# What to do:
Each line starting at the one that contains "cairo_push_group_with_content(cr, CAIRO_CONTENT_ALPHA);" and ending at the one that contains "cairo_mask(cr, soft);" must be returned exactly, and the rest of the listing is left out.

# Records for this exercise:
--- START ---

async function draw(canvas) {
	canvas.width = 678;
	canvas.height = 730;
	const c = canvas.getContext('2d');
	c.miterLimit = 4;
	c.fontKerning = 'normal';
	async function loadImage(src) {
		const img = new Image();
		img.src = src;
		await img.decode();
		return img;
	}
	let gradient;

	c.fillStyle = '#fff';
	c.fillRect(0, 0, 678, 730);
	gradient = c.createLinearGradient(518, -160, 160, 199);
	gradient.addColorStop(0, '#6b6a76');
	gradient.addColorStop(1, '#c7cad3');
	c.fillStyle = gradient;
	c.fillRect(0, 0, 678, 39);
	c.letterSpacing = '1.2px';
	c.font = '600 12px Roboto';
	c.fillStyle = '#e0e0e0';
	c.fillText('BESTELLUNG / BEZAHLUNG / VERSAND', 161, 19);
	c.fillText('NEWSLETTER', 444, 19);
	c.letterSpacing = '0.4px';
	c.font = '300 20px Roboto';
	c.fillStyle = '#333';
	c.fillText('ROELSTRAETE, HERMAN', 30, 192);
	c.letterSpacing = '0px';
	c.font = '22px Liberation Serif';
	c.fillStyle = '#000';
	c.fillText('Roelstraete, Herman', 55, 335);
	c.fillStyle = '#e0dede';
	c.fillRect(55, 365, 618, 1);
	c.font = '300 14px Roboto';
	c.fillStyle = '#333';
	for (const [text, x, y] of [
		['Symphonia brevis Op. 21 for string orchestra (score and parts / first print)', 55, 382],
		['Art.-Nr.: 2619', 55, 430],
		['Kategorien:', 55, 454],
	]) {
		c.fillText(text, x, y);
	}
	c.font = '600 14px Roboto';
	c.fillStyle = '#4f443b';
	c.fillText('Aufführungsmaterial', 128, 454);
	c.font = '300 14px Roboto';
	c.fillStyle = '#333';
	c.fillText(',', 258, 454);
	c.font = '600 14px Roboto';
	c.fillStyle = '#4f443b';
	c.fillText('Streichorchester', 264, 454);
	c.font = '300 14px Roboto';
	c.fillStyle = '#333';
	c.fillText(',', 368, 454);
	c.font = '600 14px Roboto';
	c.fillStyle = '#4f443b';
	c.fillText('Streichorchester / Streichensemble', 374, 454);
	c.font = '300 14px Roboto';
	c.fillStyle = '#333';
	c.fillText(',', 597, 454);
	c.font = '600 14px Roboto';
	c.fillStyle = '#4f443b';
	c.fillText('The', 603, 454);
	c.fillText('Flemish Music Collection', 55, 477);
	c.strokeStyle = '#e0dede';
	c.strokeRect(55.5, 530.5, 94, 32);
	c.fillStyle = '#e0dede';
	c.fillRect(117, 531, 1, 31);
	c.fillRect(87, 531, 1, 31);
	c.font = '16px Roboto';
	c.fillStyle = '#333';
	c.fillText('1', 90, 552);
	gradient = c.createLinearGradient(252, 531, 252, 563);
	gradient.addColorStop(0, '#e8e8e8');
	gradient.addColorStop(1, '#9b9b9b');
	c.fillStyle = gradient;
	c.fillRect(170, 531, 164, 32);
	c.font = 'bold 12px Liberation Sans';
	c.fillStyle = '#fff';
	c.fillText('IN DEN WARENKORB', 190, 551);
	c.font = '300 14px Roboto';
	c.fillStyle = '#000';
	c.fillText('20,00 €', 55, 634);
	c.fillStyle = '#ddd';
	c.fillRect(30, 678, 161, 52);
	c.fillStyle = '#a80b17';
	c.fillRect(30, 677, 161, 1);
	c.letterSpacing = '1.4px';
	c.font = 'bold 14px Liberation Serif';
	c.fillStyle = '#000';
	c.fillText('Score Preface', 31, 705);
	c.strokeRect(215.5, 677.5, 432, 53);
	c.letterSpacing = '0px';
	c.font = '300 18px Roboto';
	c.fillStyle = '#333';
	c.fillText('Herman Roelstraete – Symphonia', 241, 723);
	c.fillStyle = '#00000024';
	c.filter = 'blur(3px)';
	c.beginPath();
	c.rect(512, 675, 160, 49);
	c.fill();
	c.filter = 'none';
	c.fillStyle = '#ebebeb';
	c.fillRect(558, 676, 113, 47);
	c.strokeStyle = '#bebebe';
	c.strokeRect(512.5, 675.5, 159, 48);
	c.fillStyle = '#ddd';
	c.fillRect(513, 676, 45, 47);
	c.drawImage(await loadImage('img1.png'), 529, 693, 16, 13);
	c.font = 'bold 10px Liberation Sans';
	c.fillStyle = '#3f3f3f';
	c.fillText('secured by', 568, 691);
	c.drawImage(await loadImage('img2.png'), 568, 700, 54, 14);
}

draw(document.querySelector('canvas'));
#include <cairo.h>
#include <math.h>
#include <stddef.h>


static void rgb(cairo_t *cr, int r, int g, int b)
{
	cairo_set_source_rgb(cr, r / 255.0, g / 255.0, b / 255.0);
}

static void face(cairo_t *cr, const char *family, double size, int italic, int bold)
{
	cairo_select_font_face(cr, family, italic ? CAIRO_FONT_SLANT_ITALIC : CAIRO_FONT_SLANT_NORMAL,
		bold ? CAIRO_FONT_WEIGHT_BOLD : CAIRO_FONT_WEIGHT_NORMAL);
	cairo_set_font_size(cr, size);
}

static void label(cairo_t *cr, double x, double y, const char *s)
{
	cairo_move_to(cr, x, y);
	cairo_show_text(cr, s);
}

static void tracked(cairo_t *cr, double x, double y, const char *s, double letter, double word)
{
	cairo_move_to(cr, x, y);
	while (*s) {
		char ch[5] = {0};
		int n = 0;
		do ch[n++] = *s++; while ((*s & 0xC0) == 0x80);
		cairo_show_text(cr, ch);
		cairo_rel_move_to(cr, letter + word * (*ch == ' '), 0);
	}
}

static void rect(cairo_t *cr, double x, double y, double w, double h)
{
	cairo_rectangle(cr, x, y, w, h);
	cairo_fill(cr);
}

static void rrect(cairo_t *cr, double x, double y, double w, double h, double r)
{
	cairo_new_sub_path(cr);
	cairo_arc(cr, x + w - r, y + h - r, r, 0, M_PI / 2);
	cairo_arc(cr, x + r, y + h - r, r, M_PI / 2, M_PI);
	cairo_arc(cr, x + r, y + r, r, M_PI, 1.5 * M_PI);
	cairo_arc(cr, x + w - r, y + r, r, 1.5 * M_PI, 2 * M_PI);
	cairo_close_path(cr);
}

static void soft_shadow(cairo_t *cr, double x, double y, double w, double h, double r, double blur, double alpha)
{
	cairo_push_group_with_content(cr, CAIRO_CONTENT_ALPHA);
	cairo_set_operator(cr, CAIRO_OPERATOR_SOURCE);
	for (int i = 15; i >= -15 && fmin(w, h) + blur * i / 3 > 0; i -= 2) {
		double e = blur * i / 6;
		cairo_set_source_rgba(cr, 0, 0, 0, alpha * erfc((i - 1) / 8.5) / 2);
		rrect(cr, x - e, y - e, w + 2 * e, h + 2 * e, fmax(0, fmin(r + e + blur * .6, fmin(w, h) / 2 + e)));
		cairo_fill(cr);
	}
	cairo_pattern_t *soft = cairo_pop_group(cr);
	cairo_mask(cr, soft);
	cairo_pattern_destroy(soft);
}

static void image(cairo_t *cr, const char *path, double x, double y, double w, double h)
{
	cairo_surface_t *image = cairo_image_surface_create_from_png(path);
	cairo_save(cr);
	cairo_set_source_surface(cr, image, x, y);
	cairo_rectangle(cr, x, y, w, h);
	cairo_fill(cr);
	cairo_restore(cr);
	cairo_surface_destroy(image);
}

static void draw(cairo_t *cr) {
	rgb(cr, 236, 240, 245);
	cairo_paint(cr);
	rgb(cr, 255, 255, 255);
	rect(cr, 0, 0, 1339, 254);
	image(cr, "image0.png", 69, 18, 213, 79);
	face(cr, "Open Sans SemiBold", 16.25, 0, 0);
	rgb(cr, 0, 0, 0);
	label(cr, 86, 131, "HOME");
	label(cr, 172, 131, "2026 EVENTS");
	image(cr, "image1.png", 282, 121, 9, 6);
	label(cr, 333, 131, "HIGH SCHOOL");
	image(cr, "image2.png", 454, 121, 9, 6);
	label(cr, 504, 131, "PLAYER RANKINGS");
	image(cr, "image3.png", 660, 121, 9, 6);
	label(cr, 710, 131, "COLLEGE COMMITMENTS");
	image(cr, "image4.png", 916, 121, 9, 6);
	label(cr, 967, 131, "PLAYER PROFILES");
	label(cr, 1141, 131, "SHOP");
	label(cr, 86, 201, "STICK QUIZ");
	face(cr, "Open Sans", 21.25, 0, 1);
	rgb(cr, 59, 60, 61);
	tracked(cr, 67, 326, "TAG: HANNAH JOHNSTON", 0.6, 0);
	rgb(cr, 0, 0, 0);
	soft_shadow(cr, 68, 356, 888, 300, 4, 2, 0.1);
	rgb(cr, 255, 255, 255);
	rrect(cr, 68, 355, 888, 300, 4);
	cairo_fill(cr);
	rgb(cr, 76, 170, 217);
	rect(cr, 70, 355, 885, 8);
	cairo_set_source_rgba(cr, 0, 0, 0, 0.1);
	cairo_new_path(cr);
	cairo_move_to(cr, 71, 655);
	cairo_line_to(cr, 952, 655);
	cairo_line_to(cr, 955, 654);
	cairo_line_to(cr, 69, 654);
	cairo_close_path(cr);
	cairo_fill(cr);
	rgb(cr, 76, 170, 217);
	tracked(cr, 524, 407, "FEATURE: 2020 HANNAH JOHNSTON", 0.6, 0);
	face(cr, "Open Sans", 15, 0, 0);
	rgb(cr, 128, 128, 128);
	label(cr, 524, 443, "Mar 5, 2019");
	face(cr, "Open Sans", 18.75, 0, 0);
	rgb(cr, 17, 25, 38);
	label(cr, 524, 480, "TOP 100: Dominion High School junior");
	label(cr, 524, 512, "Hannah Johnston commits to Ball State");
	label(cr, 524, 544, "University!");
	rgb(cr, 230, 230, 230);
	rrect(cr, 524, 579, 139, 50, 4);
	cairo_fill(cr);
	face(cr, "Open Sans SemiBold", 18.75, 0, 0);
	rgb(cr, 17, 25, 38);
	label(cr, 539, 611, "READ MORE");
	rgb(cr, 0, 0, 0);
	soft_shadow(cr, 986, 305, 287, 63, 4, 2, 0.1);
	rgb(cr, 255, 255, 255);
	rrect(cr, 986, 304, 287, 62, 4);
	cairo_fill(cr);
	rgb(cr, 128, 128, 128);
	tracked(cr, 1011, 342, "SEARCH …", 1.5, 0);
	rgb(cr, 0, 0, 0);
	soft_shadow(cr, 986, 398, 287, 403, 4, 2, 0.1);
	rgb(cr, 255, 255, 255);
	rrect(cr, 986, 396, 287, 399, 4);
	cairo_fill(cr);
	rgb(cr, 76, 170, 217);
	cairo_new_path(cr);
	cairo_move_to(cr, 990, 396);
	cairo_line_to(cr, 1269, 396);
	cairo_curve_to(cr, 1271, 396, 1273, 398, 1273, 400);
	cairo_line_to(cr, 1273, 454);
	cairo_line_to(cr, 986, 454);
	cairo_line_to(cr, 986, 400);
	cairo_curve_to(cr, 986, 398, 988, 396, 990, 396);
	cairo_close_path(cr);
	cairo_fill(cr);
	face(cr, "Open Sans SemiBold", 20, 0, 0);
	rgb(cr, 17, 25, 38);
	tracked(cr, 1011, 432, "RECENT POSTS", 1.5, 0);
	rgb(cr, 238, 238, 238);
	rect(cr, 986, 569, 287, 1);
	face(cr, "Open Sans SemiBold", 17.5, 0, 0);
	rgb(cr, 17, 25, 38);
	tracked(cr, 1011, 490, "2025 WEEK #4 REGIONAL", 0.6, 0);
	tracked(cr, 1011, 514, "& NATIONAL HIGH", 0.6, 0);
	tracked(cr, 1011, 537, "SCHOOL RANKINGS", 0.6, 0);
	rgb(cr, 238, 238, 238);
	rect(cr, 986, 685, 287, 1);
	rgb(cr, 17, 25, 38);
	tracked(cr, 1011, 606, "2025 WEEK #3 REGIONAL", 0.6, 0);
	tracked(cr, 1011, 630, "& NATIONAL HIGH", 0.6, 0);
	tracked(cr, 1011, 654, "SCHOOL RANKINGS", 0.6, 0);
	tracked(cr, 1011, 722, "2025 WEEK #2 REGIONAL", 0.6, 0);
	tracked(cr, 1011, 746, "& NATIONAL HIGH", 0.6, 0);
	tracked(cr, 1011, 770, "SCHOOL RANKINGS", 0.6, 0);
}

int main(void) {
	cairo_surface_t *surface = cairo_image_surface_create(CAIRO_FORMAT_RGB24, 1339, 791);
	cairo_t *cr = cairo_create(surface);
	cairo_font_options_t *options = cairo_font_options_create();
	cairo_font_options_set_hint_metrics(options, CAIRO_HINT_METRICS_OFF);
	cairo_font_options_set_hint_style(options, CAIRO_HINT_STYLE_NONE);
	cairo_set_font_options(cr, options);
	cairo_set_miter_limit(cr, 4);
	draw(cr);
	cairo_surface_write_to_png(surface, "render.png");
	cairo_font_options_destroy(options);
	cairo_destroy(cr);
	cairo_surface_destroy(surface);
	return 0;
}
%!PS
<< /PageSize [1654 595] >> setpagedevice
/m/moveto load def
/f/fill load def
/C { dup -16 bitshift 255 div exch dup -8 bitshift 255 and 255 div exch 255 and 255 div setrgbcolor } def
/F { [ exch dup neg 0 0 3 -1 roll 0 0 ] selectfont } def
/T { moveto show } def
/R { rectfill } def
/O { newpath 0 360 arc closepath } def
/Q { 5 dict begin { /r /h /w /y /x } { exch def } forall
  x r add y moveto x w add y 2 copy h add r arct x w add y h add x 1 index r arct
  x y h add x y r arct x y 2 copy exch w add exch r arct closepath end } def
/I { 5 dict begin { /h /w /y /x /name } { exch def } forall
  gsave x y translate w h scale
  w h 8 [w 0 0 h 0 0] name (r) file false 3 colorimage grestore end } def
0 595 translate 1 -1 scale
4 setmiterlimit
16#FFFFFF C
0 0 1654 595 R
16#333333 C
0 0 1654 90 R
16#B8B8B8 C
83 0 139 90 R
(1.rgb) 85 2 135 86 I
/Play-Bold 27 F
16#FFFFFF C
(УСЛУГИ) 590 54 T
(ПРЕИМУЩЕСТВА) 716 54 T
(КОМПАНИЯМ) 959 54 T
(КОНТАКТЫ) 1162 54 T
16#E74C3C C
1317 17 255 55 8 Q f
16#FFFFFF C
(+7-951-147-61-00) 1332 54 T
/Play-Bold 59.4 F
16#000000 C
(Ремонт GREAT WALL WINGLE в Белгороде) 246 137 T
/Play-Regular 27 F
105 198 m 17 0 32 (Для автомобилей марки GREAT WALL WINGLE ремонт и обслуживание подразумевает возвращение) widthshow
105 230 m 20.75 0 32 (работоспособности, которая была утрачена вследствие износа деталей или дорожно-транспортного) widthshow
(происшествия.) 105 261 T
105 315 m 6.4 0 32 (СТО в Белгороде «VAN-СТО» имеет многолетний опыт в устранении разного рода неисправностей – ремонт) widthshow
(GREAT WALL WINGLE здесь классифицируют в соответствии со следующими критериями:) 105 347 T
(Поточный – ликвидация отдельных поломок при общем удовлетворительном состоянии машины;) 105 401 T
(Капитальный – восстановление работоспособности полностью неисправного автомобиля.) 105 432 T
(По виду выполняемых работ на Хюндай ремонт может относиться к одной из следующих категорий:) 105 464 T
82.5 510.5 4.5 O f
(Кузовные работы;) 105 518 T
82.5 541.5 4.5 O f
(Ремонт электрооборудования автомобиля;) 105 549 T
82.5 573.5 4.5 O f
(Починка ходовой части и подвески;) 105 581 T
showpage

--- END ---

# Written solution:
	cairo_push_group_with_content(cr, CAIRO_CONTENT_ALPHA);
	cairo_set_operator(cr, CAIRO_OPERATOR_SOURCE);
	for (int i = 15; i >= -15 && fmin(w, h) + blur * i / 3 > 0; i -= 2) {
		double e = blur * i / 6;
		cairo_set_source_rgba(cr, 0, 0, 0, alpha * erfc((i - 1) / 8.5) / 2);
		rrect(cr, x - e, y - e, w + 2 * e, h + 2 * e, fmax(0, fmin(r + e + blur * .6, fmin(w, h) / 2 + e)));
		cairo_fill(cr);
	}
	cairo_pattern_t *soft = cairo_pop_group(cr);
	cairo_mask(cr, soft);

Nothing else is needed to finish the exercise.